PROMPT
Among the entries below, find the line with "height:5.5px; margin:-2.75px; padding:0", then quote it and each following line up to and including the line with "translate:-50% -50%; white-space:nowrap;", and nothing else.

== INFORMATION GIVEN

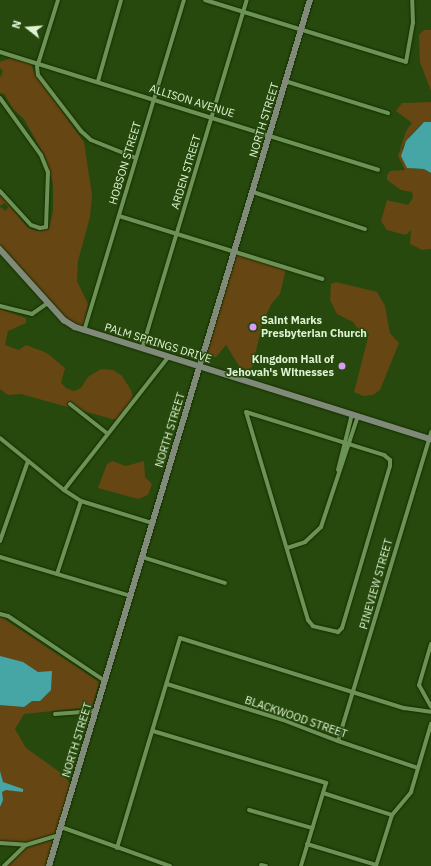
<!DOCTYPE html>
<html>
<head>
<meta charset="utf-8">
<style>
	body { margin:0 }
	#map { position:relative; width:431px; height:866px; overflow:hidden; background:#27490d; font-family:"IBM Plex Sans",sans-serif }
	div>[style] { position:absolute }
	[style*='--x'] { left:calc(var(--x)*1px); top:calc(var(--y)*1px); width:calc(var(--w)*1px); rotate:calc(var(--a)*1deg) }
	.green>* { inset:0; background:#664612 }
	.water>* { inset:0; background:#46a5a5 }
	.roads { filter:drop-shadow(0 0 1px #142d01) drop-shadow(0 0 1px #142d01) }
	.street>* { height:4px; margin:-2px; padding:0 2px; transform-origin:2px; border-radius:2px; background:#6c9256 }
	.secondary>* { height:5.5px; margin:-2.75px; padding:0 2.75px; transform-origin:2.75px; border-radius:2.75px; background:#808a78 }
	.dots>* { width:11px; height:11px; translate:-50% -50%; box-sizing:border-box; border:2px solid #27490d; border-radius:50% }
	span { translate:-50% -50%; white-space:nowrap; text-align:center; line-height:1.15; -webkit-text-stroke:3px #27490d; paint-order:stroke }
	.street-label { font-size:11px; color:#def3d3 }
	.poi-label { font-size:11px; color:#def3d3; font-weight:700 }
	.left { translate:0 -50%; text-align:left }
	.right { translate:-100% -50%; text-align:right }
	.north { position:absolute; left:8px; top:8px; width:40px; height:40px; -webkit-text-stroke:3px #27490d; paint-order:stroke; rotate:287deg; font-size:11px; font-weight:700; line-height:16px; text-align:center; color:#def3d3 }
	.north::after { content:''; display:block; margin:auto; width:14px; height:18px; background:#def3d3; clip-path:polygon(50% 0,100% 100%,50% 72%,0 100%) }
</style>
</head>
<body>
<div id="map">
	<div class="green">
		<i style="clip-path:polygon(424px 30px,431px 30px,431px 91px,420px 62px,419px 35px)"></i>
		<i style="clip-path:polygon(11px 58px,31px 64px,36px 76px,84px 142px,92px 195px,90px 217px,78px 261px,77px 281px,88px 304px,84px 324px,79px 327px,69px 322px,0 246px,0 207px,6px 211px,8px 207px,5px 203px,0 206px,0 194px,28px 228px,37px 231px,49px 229px,53px 211px,53px 184px,45px 157px,24px 119px,13px 109px,4px 94px,0 93px,0 78px,3px 71px,0 68px,0 62px)"></i>
		<i style="clip-path:polygon(431px 102px,431px 122px,421px 124px,406px 141px,402px 149px,414px 169px,424px 169px,431px 173px,431px 249px,422px 250px,410px 244px,411px 230px,406px 235px,398px 233px,387px 230px,381px 221px,387px 200px,408px 205px,413px 198px,412px 192px,401px 190px,387px 180px,387px 175px,390px 171px,405px 170px,398px 156px,406px 131px,412px 123px,396px 111px,402px 103px)"></i>
		<i style="clip-path:polygon(236px 253px,286px 269px,280px 294px,272px 303px,263px 321px,252px 367px,248px 370px,239px 366px,226px 345px,216px 357px,206px 355px)"></i>
		<i style="clip-path:polygon(336px 282px,377px 292px,385px 306px,390px 333px,399px 343px,380px 390px,373px 395px,363px 396px,354px 392px,369px 334px,359px 330px,353px 322px,337px 314px,330px 300px,331px 284px)"></i>
		<i style="clip-path:polygon(0 309px,26px 318px,26px 323px,8px 331px,5px 345px,19px 350px,26px 345px,47px 353px,65px 368px,61px 383px,66px 388px,74px 391px,81px 388px,88px 377px,101px 369px,113px 370px,122px 376px,131px 390px,133px 399px,116px 420px,83px 411px,70px 401px,67px 404px,71px 408px,21px 394px,8px 395px,0 389px)"></i>
		<i style="clip-path:polygon(112px 461px,126px 466px,144px 461px,145px 477px,152px 484px,148px 495px,138px 499px,98px 488px,107px 464px)"></i>
		<i style="clip-path:polygon(0 616px,99px 682px,92px 707px,24px 714px,15px 729px,26px 748px,61px 773px,71px 784px,56px 833px,25px 843px,0 841px)"></i>
		<i style="clip-path:polygon(47px 841px,54px 841px,46px 866px,7px 866px,25px 848px)"></i>
	</div>
	<div class="water">
		<i style="clip-path:polygon(424px 122px,431px 122px,431px 173px,424px 169px,407px 168px,401px 156px,406px 141px)"></i>
		<i style="clip-path:polygon(0 656px,23px 662px,38px 672px,52px 671px,51px 690px,40px 701px,32px 701px,24px 707px,0 705px)"></i>
		<i style="clip-path:polygon(0 771px,3px 782px,23px 789px,23px 792px,6px 790px,2px 792px,3px 800px,0 807px)"></i>
	</div>
	<div class="roads">
		<div class="street">
			<i style="--x:58;--y:0;--w:70;--a:107.4"></i>
			<i style="--x:37;--y:67;--w:8;--a:83"></i>
			<i style="--x:38;--y:75;--w:71;--a:52.5"></i>
			<i style="--x:81;--y:131;--w:13;--a:42"></i>
			<i style="--x:91;--y:140;--w:48;--a:21.8"></i>
			<i style="--x:205;--y:0;--w:210;--a:17.1"></i>
			<i style="--x:406;--y:62;--w:40;--a:-80"></i>
			<i style="--x:413;--y:23;--w:23;--a:-92"></i>
			<i style="--x:0;--y:52;--w:396;--a:17.3"></i>
			<i style="--x:98;--y:81;--w:84;--a:-74.1"></i>
			<i style="--x:285;--y:81;--w:108;--a:17.3"></i>
			<i style="--x:0;--y:98;--w:70;--a:54.3"></i>
			<i style="--x:41;--y:155;--w:18;--a:68"></i>
			<i style="--x:48;--y:172;--w:55;--a:92.1"></i>
			<i style="--x:46;--y:227;--w:6;--a:171"></i>
			<i style="--x:40;--y:228;--w:9;--a:-162"></i>
			<i style="--x:31;--y:225;--w:46;--a:-132.4"></i>
			<i style="--x:253;--y:192;--w:118;--a:18.3"></i>
			<i style="--x:119;--y:216;--w:213;--a:17.2"></i>
			<i style="--x:0;--y:306;--w:33;--a:14"></i>
			<i style="--x:32;--y:314;--w:19;--a:-35"></i>
			<i style="--x:84;--y:331;--w:346;--a:-73.2"></i>
			<i style="--x:142;--y:349;--w:364;--a:-73.3"></i>
			<i style="--x:70;--y:404;--w:48;--a:38.3"></i>
			<i style="--x:246;--y:412;--w:145;--a:17.3"></i>
			<i style="--x:384;--y:455;--w:8;--a:40"></i>
			<i style="--x:390;--y:460;--w:6;--a:90"></i>
			<i style="--x:390;--y:466;--w:169;--a:106.5"></i>
			<i style="--x:342;--y:628;--w:6;--a:135"></i>
			<i style="--x:338;--y:632;--w:26;--a:-167"></i>
			<i style="--x:313;--y:626;--w:8;--a:-130"></i>
			<i style="--x:308;--y:620;--w:217;--a:-106.6"></i>
			<i style="--x:0;--y:438;--w:82;--a:39.1"></i>
			<i style="--x:64;--y:490;--w:20;--a:33"></i>
			<i style="--x:81;--y:501;--w:74;--a:17.2"></i>
			<i style="--x:338;--y:470;--w:58;--a:-76"></i>
			<i style="--x:64;--y:490;--w:170;--a:-51.9"></i>
			<i style="--x:0;--y:541;--w:85;--a:-70.7"></i>
			<i style="--x:287;--y:548;--w:19;--a:-18"></i>
			<i style="--x:305;--y:542;--w:22;--a:-43"></i>
			<i style="--x:321;--y:527;--w:117;--a:-71.6"></i>
			<i style="--x:0;--y:557;--w:137;--a:16.6"></i>
			<i style="--x:142;--y:557;--w:87;--a:17.4"></i>
			<i style="--x:57;--y:574;--w:77;--a:-71.8"></i>
			<i style="--x:0;--y:614;--w:8;--a:14"></i>
			<i style="--x:8;--y:616;--w:117;--a:33.8"></i>
			<i style="--x:431;--y:644;--w:43;--a:106.3"></i>
			<i style="--x:419;--y:685;--w:25;--a:61"></i>
			<i style="--x:167;--y:684;--w:121;--a:17.2"></i>
			<i style="--x:283;--y:720;--w:59;--a:20.9"></i>
			<i style="--x:338;--y:741;--w:84;--a:18.6"></i>
			<i style="--x:55;--y:714;--w:41;--a:-4.2"></i>
			<i style="--x:153;--y:731;--w:181;--a:16.7"></i>
			<i style="--x:326;--y:783;--w:87;--a:106.8"></i>
			<i style="--x:338;--y:741;--w:323;--a:-73.2"></i>
			<i style="--x:323;--y:793;--w:72;--a:17.7"></i>
			<i style="--x:249;--y:810;--w:66;--a:15.9"></i>
			<i style="--x:61;--y:827;--w:116;--a:19.7"></i>
			<i style="--x:0;--y:843;--w:26;--a:4"></i>
			<i style="--x:26;--y:845;--w:34;--a:-17"></i>
			<i style="--x:307;--y:844;--w:72;--a:16.9"></i>
			<i style="--x:117;--y:848;--w:219;--a:-73.3"></i>
			<i style="--x:180;--y:638;--w:235;--a:17.4"></i>
			<i style="--x:404;--y:708;--w:27;--a:8"></i>
			<i style="--x:261;--y:865;--w:5;--a:11"></i>
			<i style="--x:4;--y:866;--w:30;--a:-44"></i>
			<i style="--x:376;--y:866;--w:53;--a:-72.6"></i>
			<i style="--x:392;--y:815;--w:30;--a:-50"></i>
			<i style="--x:411;--y:792;--w:71;--a:-73.6"></i>
		</div>
		<div class="secondary">
			<i style="--x:0;--y:249;--w:96;--a:48"></i>
			<i style="--x:64;--y:320;--w:13;--a:32"></i>
			<i style="--x:75;--y:327;--w:373;--a:17.5"></i>
			<i style="--x:49;--y:866;--w:904;--a:-73.23"></i>
		</div>
	</div>
	<div class="dots">
		<i style="left:253px;top:327px;background:#da9af7"></i>
		<i style="left:342px;top:366px;background:#da9af7"></i>
	</div>
	<div class="street-label">
		<span style="left:192px;top:101px;rotate:17deg">ALLISON AVENUE</span>
		<span style="left:264px;top:120px;rotate:-73deg">NORTH STREET</span>
		<span style="left:125px;top:163px;rotate:-73deg">HOBSON STREET</span>
		<span style="left:186px;top:172px;rotate:-73deg">ARDEN STREET</span>
		<span style="left:158px;top:343px;rotate:17deg">PALM SPRINGS DRIVE</span>
		<span style="left:170px;top:430px;rotate:-73deg">NORTH STREET</span>
		<span style="left:376px;top:584px;rotate:-74deg">PINEVIEW STREET</span>
		<span style="left:296px;top:717px;rotate:19deg">BLACKWOOD STREET</span>
		<span style="left:77px;top:740px;rotate:-73deg">NORTH STREET</span>
	</div>
	<div class="poi-label">
		<span class="left" style="left:261px;top:327px">Saint Marks<br>Presbyterian Church</span>
		<span class="right" style="left:334px;top:366px">Kingdom Hall of<br>Jehovah's Witnesses</span>
	</div>
	<div class="north">N</div>
</div>
</body>
</html>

====

EXERCISE SOLUTION
	.secondary>* { height:5.5px; margin:-2.75px; padding:0 2.75px; transform-origin:2.75px; border-radius:2.75px; background:#808a78 }
	.dots>* { width:11px; height:11px; translate:-50% -50%; box-sizing:border-box; border:2px solid #27490d; border-radius:50% }
	span { translate:-50% -50%; white-space:nowrap; text-align:center; line-height:1.15; -webkit-text-stroke:3px #27490d; paint-order:stroke }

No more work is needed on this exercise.